Check your landings.

Send it.


----------



## DanOrion (Jun 8, 2004)

BarryDingle said:


> Check your landings.
> 
> Send it.


Woot Woot!


----------



## BmfnL (May 23, 2009)

Some beginner/intermediate advice on form:

Don't hunch over!!!! Toe edge becomes really enjoyable only when you arch the back and stick your pelvis over the toe edge. Pretend a giant fan blade is going to cut your ass off. Drop them knees in there, feel the binding straps transfer the power to the board.

One of the more difficult things to teach and describe is heel edge form. Here's the best I've heard: Be in a position like you are seated in a chair and there is a cute girl four chairs down. You are stretching your shoulders and head over the back of the chair to check her out.

Note that neither of these forms on either edge is farking hunched over.


----------



## glenn (May 13, 2009)

hojo said:


> Keep shoulders parallel to fall line.


This is junk. Keep your shoulder roughly parallel to your board.



> Flex into turn initiation/Extend for turn transition


This is helpful sometimes and less helpful other times. The best rider will be able to extend/flex at any point through the turn. This is how you ride over terrain, not just flat groomers.


----------



## Jensjustduckie (Jun 29, 2007)

BmfnL said:


> Some beginner/intermediate advice on form:
> 
> Don't hunch over!!!! Toe edge becomes really enjoyable only when you arch the back and stick your pelvis over the toe edge. Pretend a giant fan blade is going to cut your ass off. Drop them knees in there, feel the binding straps transfer the power to the board.
> 
> ...


Yes!! This is how I learned to board, toeside my instructor said we needed to imitate Wayne from Waynes World doing a Schwing!! 

Also for women learning remember your "cowgirl" pose - ladies naturally stand knee's together but you need to open up your knee's to control and turn the board.


----------



## deepsouthpaddler (Apr 14, 2004)

Front forearm held up in front of your face when busting through tight trees can be a face saver!

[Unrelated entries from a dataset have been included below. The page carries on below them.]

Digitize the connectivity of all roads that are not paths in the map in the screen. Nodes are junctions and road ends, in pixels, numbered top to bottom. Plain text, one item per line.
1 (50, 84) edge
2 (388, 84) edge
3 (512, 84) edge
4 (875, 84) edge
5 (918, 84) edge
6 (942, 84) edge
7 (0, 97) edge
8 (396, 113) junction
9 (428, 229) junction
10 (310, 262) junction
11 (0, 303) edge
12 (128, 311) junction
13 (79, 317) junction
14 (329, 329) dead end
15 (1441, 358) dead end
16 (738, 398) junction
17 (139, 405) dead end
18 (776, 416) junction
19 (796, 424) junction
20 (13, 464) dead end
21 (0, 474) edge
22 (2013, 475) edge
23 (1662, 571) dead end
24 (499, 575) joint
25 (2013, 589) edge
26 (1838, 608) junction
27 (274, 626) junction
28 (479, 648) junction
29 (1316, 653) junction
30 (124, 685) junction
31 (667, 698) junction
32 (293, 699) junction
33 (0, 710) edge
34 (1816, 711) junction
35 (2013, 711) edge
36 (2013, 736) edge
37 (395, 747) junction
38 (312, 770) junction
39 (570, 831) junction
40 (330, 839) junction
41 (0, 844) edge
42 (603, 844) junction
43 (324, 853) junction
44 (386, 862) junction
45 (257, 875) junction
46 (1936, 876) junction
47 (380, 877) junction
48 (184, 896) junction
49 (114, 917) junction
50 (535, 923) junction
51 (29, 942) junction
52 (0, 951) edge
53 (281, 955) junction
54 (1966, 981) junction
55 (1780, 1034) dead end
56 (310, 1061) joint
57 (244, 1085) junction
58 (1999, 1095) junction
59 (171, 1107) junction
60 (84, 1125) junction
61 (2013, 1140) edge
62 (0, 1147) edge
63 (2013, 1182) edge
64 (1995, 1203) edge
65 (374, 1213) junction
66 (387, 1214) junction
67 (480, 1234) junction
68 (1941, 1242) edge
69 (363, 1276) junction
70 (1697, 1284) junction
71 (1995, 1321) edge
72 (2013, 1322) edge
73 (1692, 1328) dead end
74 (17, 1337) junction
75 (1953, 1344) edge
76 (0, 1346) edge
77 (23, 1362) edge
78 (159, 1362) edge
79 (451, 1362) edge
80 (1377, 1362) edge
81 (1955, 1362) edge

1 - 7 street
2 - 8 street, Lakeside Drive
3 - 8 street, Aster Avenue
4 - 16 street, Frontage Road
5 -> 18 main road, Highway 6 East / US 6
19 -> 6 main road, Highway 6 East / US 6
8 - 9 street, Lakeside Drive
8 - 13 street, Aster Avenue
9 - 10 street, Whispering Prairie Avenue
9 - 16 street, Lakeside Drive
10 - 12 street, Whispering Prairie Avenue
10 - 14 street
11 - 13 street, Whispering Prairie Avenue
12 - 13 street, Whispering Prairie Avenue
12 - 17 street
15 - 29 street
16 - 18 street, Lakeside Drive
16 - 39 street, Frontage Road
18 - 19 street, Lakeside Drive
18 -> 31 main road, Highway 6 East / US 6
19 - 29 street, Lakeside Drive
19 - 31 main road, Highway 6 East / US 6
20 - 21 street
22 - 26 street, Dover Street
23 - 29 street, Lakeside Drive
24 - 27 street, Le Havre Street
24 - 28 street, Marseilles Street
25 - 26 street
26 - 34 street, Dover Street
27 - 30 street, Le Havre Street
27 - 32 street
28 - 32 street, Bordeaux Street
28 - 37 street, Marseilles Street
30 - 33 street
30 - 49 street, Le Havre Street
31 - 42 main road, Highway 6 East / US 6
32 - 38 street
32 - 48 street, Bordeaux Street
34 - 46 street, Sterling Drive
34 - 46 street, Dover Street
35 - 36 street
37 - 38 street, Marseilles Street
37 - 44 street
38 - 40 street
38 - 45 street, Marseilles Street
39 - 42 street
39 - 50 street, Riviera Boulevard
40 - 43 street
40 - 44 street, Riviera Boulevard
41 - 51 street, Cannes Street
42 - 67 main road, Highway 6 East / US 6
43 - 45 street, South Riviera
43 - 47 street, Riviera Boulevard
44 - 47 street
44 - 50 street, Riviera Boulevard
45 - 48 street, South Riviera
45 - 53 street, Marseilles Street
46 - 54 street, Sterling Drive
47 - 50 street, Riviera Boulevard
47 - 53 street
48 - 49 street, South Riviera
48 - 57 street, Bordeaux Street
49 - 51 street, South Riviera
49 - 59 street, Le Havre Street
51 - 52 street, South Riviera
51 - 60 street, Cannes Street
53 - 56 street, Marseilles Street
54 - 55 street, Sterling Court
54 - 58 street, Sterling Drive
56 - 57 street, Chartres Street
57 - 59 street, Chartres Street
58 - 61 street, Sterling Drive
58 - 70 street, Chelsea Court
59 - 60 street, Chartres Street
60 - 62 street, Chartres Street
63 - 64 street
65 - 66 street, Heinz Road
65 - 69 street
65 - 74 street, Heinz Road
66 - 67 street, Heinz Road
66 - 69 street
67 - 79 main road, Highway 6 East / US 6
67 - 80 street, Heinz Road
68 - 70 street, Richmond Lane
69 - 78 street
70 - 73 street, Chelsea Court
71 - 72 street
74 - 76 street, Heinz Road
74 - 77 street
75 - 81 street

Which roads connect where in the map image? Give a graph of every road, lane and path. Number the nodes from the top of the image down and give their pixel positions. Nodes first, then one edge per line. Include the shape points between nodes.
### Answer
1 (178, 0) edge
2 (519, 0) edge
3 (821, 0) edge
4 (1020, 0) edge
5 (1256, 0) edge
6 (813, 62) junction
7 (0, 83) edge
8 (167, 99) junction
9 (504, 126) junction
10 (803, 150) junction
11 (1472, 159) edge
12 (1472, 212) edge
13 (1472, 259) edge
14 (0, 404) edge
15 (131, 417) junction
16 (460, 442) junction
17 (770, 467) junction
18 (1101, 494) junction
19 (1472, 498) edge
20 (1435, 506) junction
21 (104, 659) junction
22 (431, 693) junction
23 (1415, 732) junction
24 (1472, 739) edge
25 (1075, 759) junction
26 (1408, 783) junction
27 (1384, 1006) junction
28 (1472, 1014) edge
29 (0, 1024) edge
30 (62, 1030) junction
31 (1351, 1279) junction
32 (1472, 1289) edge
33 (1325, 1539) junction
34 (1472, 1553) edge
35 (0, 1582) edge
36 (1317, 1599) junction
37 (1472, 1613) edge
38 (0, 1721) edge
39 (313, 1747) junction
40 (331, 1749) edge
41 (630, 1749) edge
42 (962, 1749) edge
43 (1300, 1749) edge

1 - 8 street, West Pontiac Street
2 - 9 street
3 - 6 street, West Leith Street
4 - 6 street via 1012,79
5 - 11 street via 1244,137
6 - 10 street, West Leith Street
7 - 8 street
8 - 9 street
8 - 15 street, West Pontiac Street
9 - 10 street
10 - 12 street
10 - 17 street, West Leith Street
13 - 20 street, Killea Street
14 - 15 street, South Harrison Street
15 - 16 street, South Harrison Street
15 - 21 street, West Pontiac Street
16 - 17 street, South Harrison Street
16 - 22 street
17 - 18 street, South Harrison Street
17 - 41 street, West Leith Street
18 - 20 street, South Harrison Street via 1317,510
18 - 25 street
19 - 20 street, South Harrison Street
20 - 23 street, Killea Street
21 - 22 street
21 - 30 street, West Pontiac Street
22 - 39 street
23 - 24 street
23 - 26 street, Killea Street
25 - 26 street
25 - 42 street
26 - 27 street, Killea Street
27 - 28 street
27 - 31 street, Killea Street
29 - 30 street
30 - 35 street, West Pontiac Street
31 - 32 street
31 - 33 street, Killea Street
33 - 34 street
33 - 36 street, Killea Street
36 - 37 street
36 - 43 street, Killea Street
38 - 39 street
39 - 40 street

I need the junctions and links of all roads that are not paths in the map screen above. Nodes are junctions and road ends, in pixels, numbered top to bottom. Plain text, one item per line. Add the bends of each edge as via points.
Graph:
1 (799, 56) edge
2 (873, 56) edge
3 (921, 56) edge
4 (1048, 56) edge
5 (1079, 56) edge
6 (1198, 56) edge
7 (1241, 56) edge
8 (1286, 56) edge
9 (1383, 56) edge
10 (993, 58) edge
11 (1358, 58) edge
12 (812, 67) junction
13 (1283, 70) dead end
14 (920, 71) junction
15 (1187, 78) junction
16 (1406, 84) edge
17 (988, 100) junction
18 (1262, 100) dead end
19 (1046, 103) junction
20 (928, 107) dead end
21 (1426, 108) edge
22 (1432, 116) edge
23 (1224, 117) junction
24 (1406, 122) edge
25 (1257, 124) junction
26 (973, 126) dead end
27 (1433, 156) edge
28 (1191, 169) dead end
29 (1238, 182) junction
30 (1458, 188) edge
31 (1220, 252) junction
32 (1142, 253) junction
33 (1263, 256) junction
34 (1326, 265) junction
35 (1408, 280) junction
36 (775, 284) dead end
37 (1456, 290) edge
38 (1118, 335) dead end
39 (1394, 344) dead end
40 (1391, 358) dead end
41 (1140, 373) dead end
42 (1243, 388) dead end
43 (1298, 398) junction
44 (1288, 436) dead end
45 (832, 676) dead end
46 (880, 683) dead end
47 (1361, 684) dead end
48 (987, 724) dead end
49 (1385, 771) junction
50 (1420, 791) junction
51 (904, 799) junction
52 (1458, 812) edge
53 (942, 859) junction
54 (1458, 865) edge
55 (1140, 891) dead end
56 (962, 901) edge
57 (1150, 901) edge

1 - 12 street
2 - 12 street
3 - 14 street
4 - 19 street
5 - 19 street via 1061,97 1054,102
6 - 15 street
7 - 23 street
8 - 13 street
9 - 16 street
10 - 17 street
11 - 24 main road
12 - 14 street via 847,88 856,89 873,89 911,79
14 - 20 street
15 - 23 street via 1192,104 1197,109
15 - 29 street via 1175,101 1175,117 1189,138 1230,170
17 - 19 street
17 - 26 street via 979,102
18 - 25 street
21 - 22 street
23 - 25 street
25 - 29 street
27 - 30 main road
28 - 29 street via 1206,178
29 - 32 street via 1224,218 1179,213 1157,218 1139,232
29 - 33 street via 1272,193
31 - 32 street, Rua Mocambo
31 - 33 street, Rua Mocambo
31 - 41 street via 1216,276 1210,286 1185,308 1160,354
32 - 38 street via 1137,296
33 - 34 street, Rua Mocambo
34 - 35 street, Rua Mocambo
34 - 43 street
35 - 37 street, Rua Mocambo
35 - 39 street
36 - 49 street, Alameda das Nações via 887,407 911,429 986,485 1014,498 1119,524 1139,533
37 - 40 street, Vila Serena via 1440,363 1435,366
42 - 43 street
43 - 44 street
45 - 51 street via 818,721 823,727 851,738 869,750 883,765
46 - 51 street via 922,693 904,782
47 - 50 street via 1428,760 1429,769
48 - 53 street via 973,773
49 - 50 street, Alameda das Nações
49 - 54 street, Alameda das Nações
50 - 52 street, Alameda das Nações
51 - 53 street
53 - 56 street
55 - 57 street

Creeking is great for kayaking, but shitty for snowboarding. Avoid little snow covered drainages at all costs. 

Agree on a plan for what to do If you get separated BEFORE you get separated

Car time going snow boarding is a great time to plan next seasons boating trip


----------



## thayes (Aug 25, 2006)

Learn how to telemark.


----------



## chepora (Feb 6, 2008)

thayes said:


> Learn how to telemark.


or AT


----------



## Jahve (Oct 31, 2003)

thayes said:


> Learn how to telemark.


----------



## mommydevo (Jun 5, 2009)

I tried learning to telemark when my kids were learning to ski. I sucked at it and it wasn't very much fun. So I went back to snowboarding. Life is hard enough, my time on the mountain is precious, and now my kids are rippers and I can't keep up with them on skis anyway.


----------



## Jensjustduckie (Jun 29, 2007)

Not true RDNEK


----------



## mommydevo (Jun 5, 2009)

Jen that's awesome!


----------



## Jensjustduckie (Jun 29, 2007)

mommydevo said:


> Jen that's awesome!



 Thanks, I thought it was appropriate LOL


----------



## idahofloater (Feb 23, 2011)

I like to completely remove the high backs, no camber, go plateless, supper soft boots, wax for conditions, keep knees together, -5 +5 duck foot, and lastly "slow and low is the tempo" even when your going like a bat outa hell. boarding sence 1992..


----------



## idahofloater (Feb 23, 2011)

BarryDingle said:


> Check your landings.
> 
> Send it.


 Checking your landing is optional.

Sending it is required.


----------



## carvedog (May 11, 2005)

BmfnL said:


> Pretend a giant fan blade is going to cut your ass off.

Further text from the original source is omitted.